If you’ve ever gone for a spin in a luxury car and felt your back being warmed or cooled by a seat-based climate control system, then you’ve likely experienced the benefits of a class of materials called thermoelectrics. Thermoelectric materials convert heat into electricity, and vice versa, and they have many advantages over more traditional heating and cooling systems.
Recently, researchers have observed that the performance of some thermoelectric materials can be improved by combining different solid phases — more than one material intermixed like the clumps of fat and meat in a slice of salami. The observations offer the tantalizing prospect of significantly boosting thermoelectrics’ energy efficiency, but scientists still lack the tools to fully understand how the bulk properties arise out of combinations of solid phases.
Now a research team based at the California Institute of Technology (Caltech) has developed a new way to analyze the electrical properties of thermoelectrics that have two or more solid phases. The new technique could help researchers better understand multi-phase thermoelectric properties – and offer pointers on how to design new materials to get the best properties.
The team describes their new technique in a paper published in the journal Applied Physics Letters, from AIP Publishing.
An Old Theory Does a 180
Because it’s sometimes difficult to separately manufacture the pure components that make up multi-phase materials, researchers can’t always measure the pure phase properties directly. The Caltech team overcame this challenge by developing a way to calculate the electrical properties of individual phases while only experimenting directly with the composite.
“It’s like you’ve made chocolate chip cookies, and you want to know what the chocolate chips and the batter taste like by themselves, but you can’t, because every bite you take has both chocolate chips and batter,” said Jeff Snyder, a researcher at Caltech who specializes in thermoelectric materials and devices.
To separate the “chips” and “batter” without un-baking the cookie, Snyder and his colleagues turned to a decades old theory, called effective medium theory, and they gave it a new twist.
“Effective medium theory is pretty old,” said Tristan Day, a graduate student in Snyder’s Caltech laboratory and first author on the APL paper. The theory is traditionally used to predict the properties of a bulk composite based on the properties of the individual phases. “What’s new about what we did is we took a composite, and then backed-out the properties of each constituent phase,” said Day.

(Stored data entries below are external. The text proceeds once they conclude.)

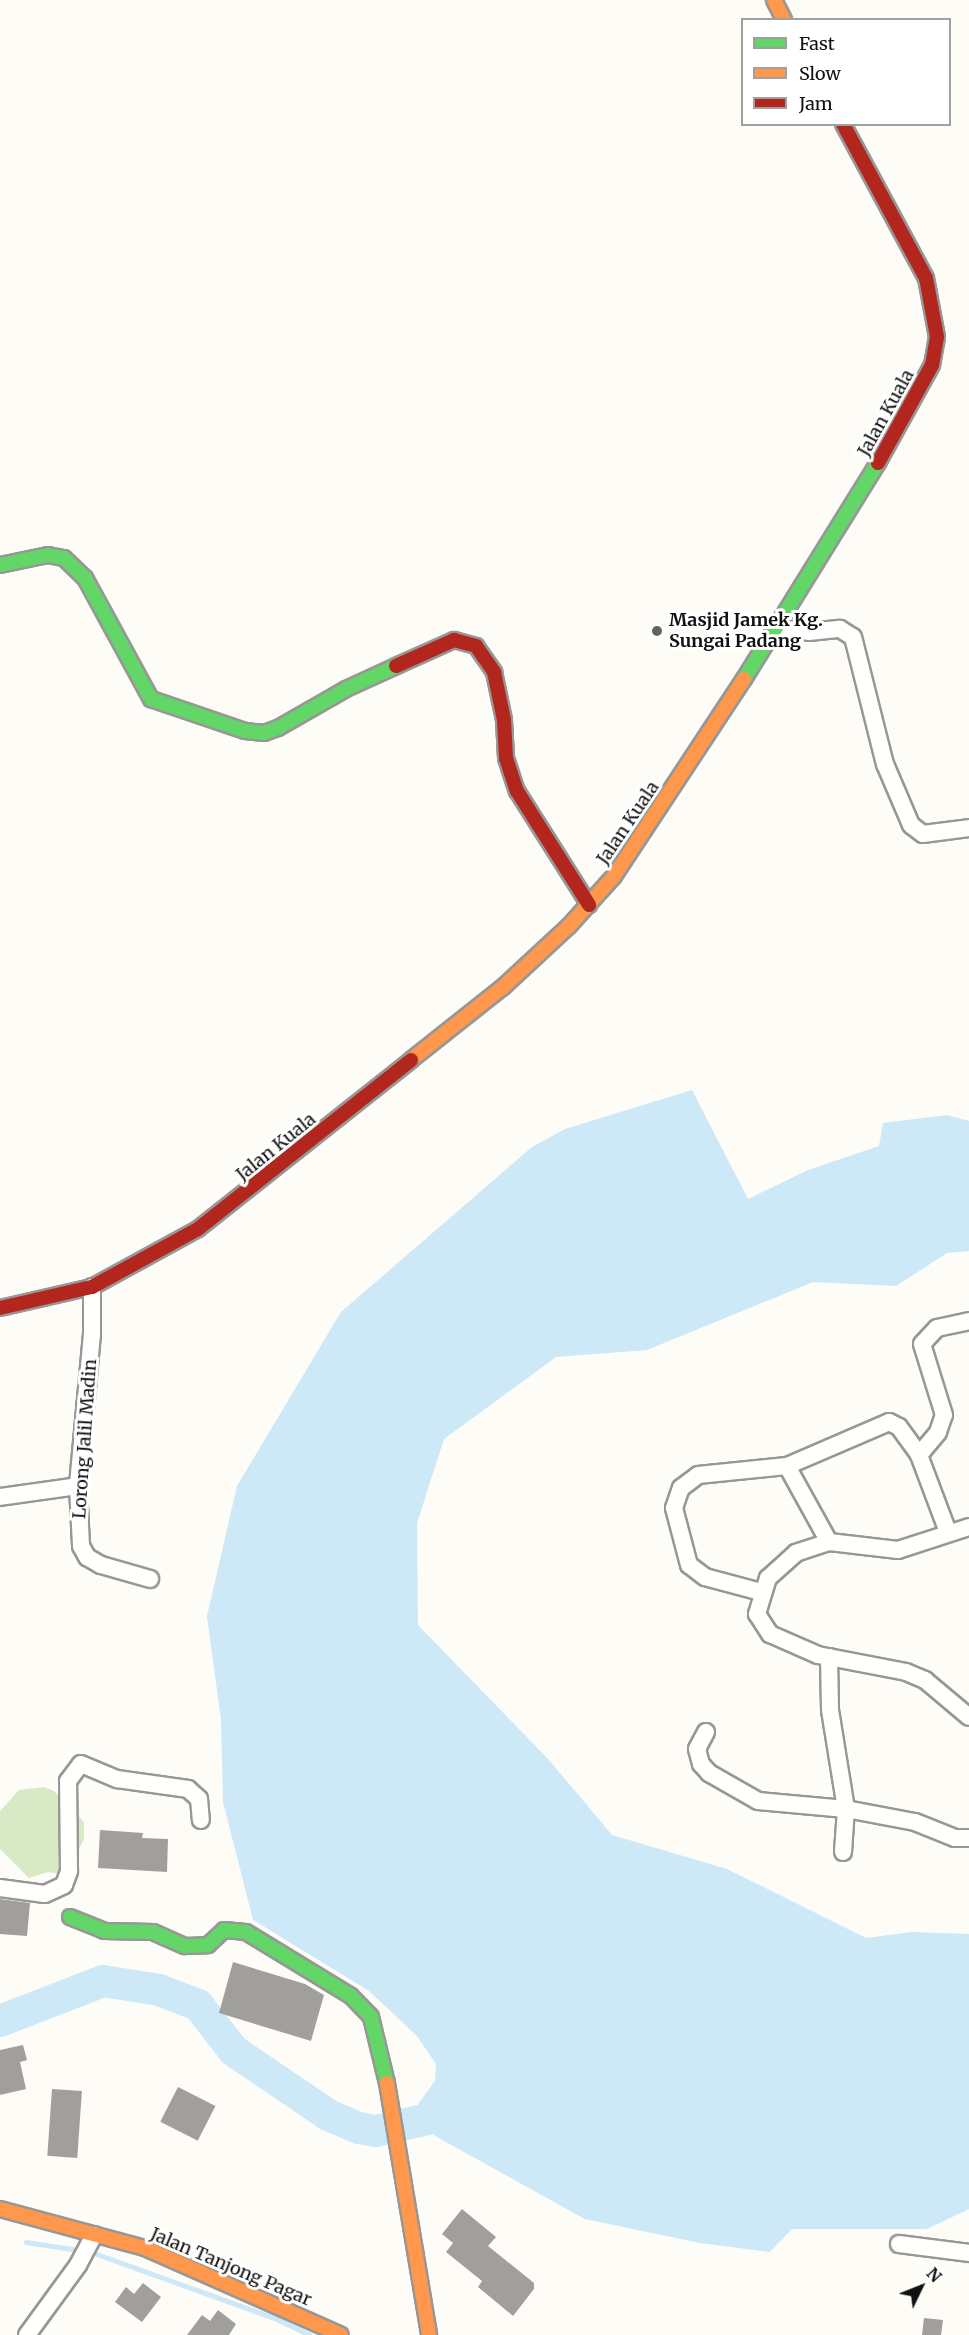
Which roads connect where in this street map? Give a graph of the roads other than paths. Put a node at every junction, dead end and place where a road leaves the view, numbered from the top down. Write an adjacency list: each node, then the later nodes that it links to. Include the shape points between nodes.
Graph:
1 (774, 0): 2 (main road)
2 (783, 18)
3 (844, 126): 5 (main road, Jalan Kuala, via 926,278 937,337 932,365 919,395)
4 (0, 565): 7 (main road, via 48,555 64,558 85,578 151,699 245,731 264,733 278,728 346,689 454,640 477,646 494,672 504,720 506,758 517,790)
5 (778, 628): 6 (street, via 809,632 840,629 854,637 885,764 916,831 929,834); 7 (main road, Jalan Kuala, via 644,832)
6 (969, 828)
7 (589, 905): 8 (main road, Jalan Kuala, via 502,988 237,1201 158,1254)
8 (92, 1287): 9 (main road, Jalan Kuala); 13 (street, Lorong Jalil Madin, via 92,1334)
9 (0, 1308)
10 (969, 1321): 11 (street, via 937,1328 922,1344 944,1415 938,1432)
11 (919, 1455): 12 (street, via 899,1427 889,1422); 16 (street)
12 (786, 1466): 17 (street); 19 (street, via 698,1475 681,1488 674,1508 687,1559 694,1570)
13 (78, 1486): 14 (street); 18 (street, Lorong Jalil Madin, via 79,1530 87,1557 100,1565)
14 (0, 1497)
15 (969, 1527): 16 (street)
16 (948, 1532): 17 (street, via 916,1547 898,1550)
17 (829, 1542): 19 (street, via 782,1562)
18 (150, 1580)
19 (761, 1592): 20 (street, via 757,1614 764,1630)
20 (829, 1658): 21 (street, via 906,1672 925,1680); 23 (street, via 830,1710)
21 (969, 1717)
22 (706, 1732): 23 (street, via 697,1749 701,1764 742,1794 758,1801)
23 (846, 1809): 25 (street, via 915,1822 956,1838); 26 (street)
24 (201, 1820): 27 (street, via 199,1798 189,1789 117,1779 81,1764 68,1781 69,1871 64,1885 45,1894)
25 (969, 1838)
26 (843, 1852)
27 (0, 1888)
28 (70, 1917): 35 (main road, via 104,1932 153,1932 185,1946 208,1945 224,1930 246,1932 351,1996 371,2016 381,2047)
29 (0, 2209): 30 (main road, Jalan Tanjong Pagar)
30 (94, 2235): 33 (street, via 78,2265); 34 (main road, Jalan Tanjong Pagar, via 145,2248 188,2265)
31 (899, 2244): 32 (street)
32 (969, 2253)
33 (27, 2335)
34 (341, 2335)
35 (429, 2335)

The key to making the reversal work lies in the different way that each part of a composite thermoelectric material responds to a magnetic field. By measuring certain electrical properties over a range of different magnetic field strengths, the researchers were able to tease apart the influence of the two different phases.
The team tested their method on the widely studied thermoelectric Cu1.97 Ag0.03Se, which consists of a main crystal structure of Cu2Se and an impurity phase with the crystal structure of CuAgSe.
Temperature Control of the Future?
Thermoelectric materials are currently used in many niche applications, including air-conditioned car seats, wine coolers, and medical refrigerators used to store temperature-sensitive medicines.
“The definite benefits of using thermoelectrics are that there are no moving parts in the cooling mechanism, and you don’t have to have the same temperature fluctuations typical of a compressor-based refrigerator that turns on every half hour, rattles a bit and then turns off,” said Snyder.
One of the drawbacks of the thermoelectric cooling systems, however, is their energy consumption.
If used in the same manner as a compressor-based cooling system, most commercial thermoelectrics would require approximately 3 times more energy to deliver the same cooling power. Theoretical analysis suggests the energy efficiency of thermoelectrics could be significantly improved if the right material combinations and structures were found, and this is one area where Synder and his colleagues’ new calculation methods may help.
Many of the performance benefits of multi-phase thermoelectrics may come from quantum effects generated by micro- and nano-scale structures. The Caltech researchers’ calculations make classical assumptions, but Snyder notes that discrepancies between the calculations and observed properties could confirm nanoscale effects.
Snyder also points out that while thermoelectrics may be less energy efficient than compressors, their small size and versatility mean they could be used in smarter ways to cut energy consumption. For example, thermoelectric-based heaters or coolers could be placed in strategic areas around a car, such as the seat and steering wheel. The thermoelectric systems would create the feeling of warmth or coolness for the driver without consuming the energy to change the temperature of the entire cabin.
“I don’t know about you, but when I’m uncomfortable in a car it’s because I’m sitting on a hot seat and my backside is hot,” said Snyder. “In principle, 100 watts of cooling on a car seat could replace 1000 watts in the cabin.”
Ultimately, the team would like to use their new knowledge of thermoelectrics to custom design ‘smart’ materials with the right properties for any particular application.
“We have a lot of fun because we think of ourselves as material engineers with the periodic table and microstructures as our playgrounds,” Snyder said.